Just wait until you can have a conversation with your children.”
This little pearl has been dangled over me for years by friends who started having families far earlier than me. I was 35 when Loreleigh was born, 41 for Ayden. Talking with young kids hasn’t necessarily been a conversation all these years so much as it was an interview.
How was your day at school? “Fine.”
What’d you do? “Stuff.”
Is your friend in town this weekend? “I dunno.”
Did you clean your room? “Uhhhhh, yeahhhh?”
This works both ways, of course. The kids will tell you they haven’t historically gotten a lot out of me in the past, either.
Dad, can I eat macaroni and cheese for breakfast? “No.”
Dad, can we see the late movie on a school night? “No.”
Dad, the toilet is clogged again! “Super. Thanks.”
But ever so slowly, we are stumbling into … if not conversations, certainly dialogues. With Loreleigh just a few months from going off to college, we’ve been talking more about hopes and dreams vs. how the real world operates. We talk of human relationships — what makes people tick, why people act certain ways one day and then something different the next.
Like many a father and son, Ayden and I are bonding over power equipment. Last fall, I broke him in on the gas-powered hedge trimmer. This spring, it’s been the lawn mower, the string trimmer and — last weekend — the pressure washer. Because what good is having a strapping pre-teen boy at home if he’s not gonna do some yard work, am I right?
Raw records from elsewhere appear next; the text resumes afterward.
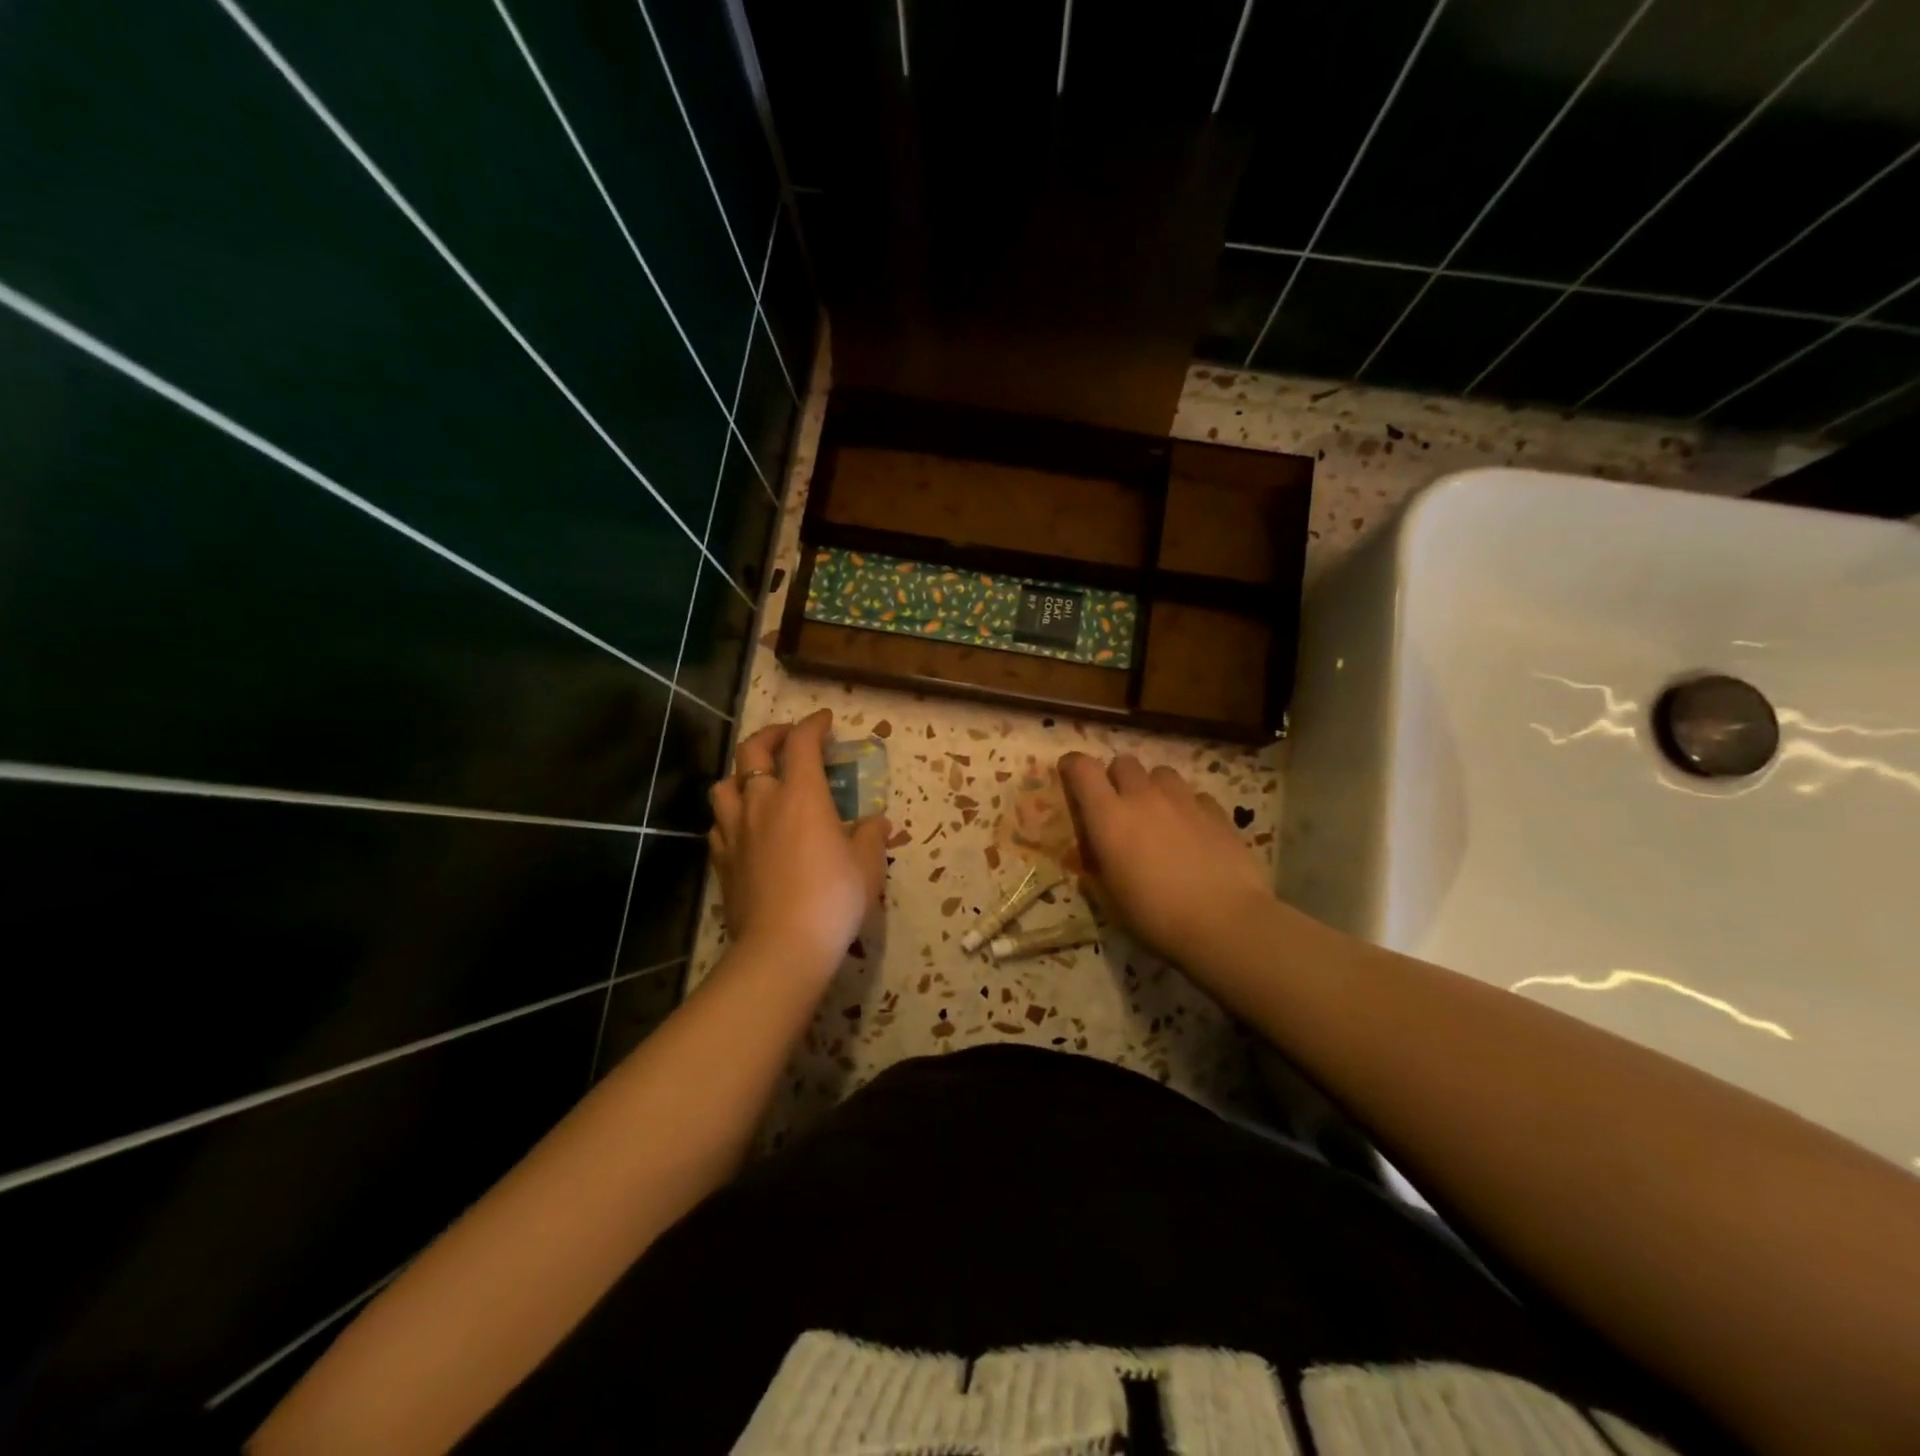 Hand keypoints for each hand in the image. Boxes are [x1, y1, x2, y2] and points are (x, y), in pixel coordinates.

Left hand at [709, 710, 888, 983]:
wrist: (782, 947)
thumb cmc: (833, 899)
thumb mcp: (868, 865)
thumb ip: (871, 836)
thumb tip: (876, 821)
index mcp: (801, 795)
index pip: (802, 743)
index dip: (813, 725)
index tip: (825, 721)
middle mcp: (762, 802)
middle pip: (753, 750)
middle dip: (772, 735)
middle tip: (790, 738)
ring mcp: (735, 830)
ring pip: (724, 784)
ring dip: (742, 774)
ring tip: (759, 781)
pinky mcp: (721, 860)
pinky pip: (718, 824)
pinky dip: (731, 815)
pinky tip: (744, 826)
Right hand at [1057, 753, 1275, 967]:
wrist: (1225, 924)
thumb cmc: (1155, 916)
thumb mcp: (1109, 900)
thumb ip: (1095, 870)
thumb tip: (1091, 860)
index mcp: (1109, 816)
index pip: (1082, 768)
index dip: (1073, 766)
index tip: (1070, 776)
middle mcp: (1144, 796)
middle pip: (1123, 763)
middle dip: (1116, 778)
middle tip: (1119, 806)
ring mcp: (1183, 800)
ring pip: (1160, 773)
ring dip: (1152, 787)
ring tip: (1158, 814)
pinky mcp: (1216, 810)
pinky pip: (1194, 795)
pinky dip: (1187, 806)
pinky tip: (1192, 830) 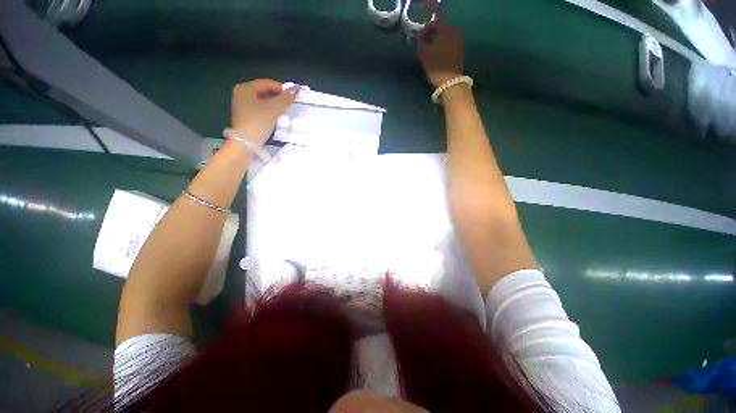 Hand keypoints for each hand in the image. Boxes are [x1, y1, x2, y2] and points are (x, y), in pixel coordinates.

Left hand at [231, 79, 300, 145]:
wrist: (246, 143)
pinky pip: (260, 109)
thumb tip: (297, 88)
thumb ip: (286, 98)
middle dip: (279, 97)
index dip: (282, 89)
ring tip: (285, 112)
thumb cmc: (258, 123)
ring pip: (263, 101)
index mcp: (246, 88)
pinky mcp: (245, 116)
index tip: (294, 97)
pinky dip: (270, 111)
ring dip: (275, 105)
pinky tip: (277, 118)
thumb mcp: (274, 109)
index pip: (268, 83)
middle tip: (291, 105)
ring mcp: (242, 105)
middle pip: (265, 91)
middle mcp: (242, 94)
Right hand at [417, 17, 464, 87]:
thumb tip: (420, 38)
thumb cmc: (436, 66)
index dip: (425, 29)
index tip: (419, 38)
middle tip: (424, 44)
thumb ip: (420, 43)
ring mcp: (459, 41)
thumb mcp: (424, 54)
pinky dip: (443, 47)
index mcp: (446, 29)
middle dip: (432, 35)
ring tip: (430, 51)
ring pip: (446, 37)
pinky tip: (437, 55)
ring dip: (437, 42)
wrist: (450, 81)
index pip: (435, 23)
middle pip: (441, 29)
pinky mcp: (460, 51)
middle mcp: (455, 31)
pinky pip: (450, 44)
There’s something inherently bonding when two men share a common goal of completing manual labor. It’s a symbiotic relationship: The actions of one spur the actions of the other, which then leads to a new set of joint movements. Because if not, someone’s gonna get a finger chopped off or get a 3,000 psi stream of water in their back.
It’s been less about parent and child and more about partners engaged in shared tasks. So it wasn’t as much telling Ayden what to do as sharing the work with him, demonstrating technique, answering his questions.
Parenting is at first more about teaching than talking. We teach them to eat, to crawl, to walk, to not hide the TV remotes, to not walk out of the house naked.
Then one day we’re teaching them how to hit a ball, how to apply an ice pack when that ball hits someone else, how to write a decent sentence, how to make macaroni and cheese.
And before you know it, you’re teaching them how to drive, how to fill out a job application, how to run the lawn mower.
And then slowly but surely, that teaching grows less didactic and more conversational. Sometimes they ask how you handled matters of the heart, how you handled that first break-up, what your first job was like … what it was like in the good ol’ days.
“Don’t be judgmental with what they say,” friends say. “You’ll scare them away. They want to talk.”
The inner lecturer struggles with that, but that person needs now to cede ground to the new role: therapist.
Yeah, it’s talk therapy — for both of us. It’s still about teaching, but the preaching is now New Testament style, rather than issuing commandments from on high.
Many of you have broken this plain and know the crops of this land, the harvests you can reap. Me, I’m still watching things grow. The crop looks good.